I also notice that Centos hasn't done 5.5 yet. I wonder when that'll get here.
The bit twiddlers at Red Hat have been hard at work for the past four years, laying the groundwork in the upstream Linux kernel for what will become Enterprise Linux 6, says Tim Burke, vice president of Linux engineering development at the company. And with RHEL 6, which just entered its first beta today, the company wants to …
>I thought they were supposed to still be giving equal billing to Xen, or does t
>his just mean that they'll roll out bug fixes until everyones on KVM?

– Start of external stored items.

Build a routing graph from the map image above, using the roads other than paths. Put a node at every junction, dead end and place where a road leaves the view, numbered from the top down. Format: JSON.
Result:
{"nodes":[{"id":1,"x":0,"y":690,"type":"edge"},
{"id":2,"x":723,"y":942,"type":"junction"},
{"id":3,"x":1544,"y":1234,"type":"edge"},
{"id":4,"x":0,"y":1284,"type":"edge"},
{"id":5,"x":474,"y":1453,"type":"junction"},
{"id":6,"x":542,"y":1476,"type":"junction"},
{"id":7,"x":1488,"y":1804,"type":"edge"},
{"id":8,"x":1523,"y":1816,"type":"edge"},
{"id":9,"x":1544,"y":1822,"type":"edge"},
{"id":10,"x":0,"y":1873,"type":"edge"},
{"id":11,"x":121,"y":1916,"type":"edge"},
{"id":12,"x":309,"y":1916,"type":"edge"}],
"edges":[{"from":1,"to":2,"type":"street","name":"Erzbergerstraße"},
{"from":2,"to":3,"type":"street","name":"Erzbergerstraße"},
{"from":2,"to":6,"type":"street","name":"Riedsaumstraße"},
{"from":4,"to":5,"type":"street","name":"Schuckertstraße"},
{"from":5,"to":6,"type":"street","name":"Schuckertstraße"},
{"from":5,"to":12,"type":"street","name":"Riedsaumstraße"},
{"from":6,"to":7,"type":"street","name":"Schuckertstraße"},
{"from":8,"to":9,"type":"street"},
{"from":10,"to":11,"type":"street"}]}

XEN is *GONE*. XEN is no longer included in RHEL, its strictly KVM.
RHEL 5.4+ is the 'transition' releases with both XEN and KVM side by side... RHEL6 moves totally over to KVM only.
Looks like the RHEL 6 beta release notes are here:
http://www.redhat.com/docs/en-US/Red_Hat_Enterprise_Linux/6-Beta/html/Beta_Release_Notes/
It'll be interesting to see what KVM guest performance is like in RHEL 6, because it's not fantastic in the current 5.X series. BTW, am I the only one surprised that when you reboot the host in RHEL 5.X, all the KVM guests just die as if their power had been yanked out (i.e. there's no save guest state on host shutdown and restore guest state on host poweron)? I ended up having to write my own initscript to do it, because without it, you end up with fsck's on all the guests when the host is rebooted and the inherent risk of filestore corruption.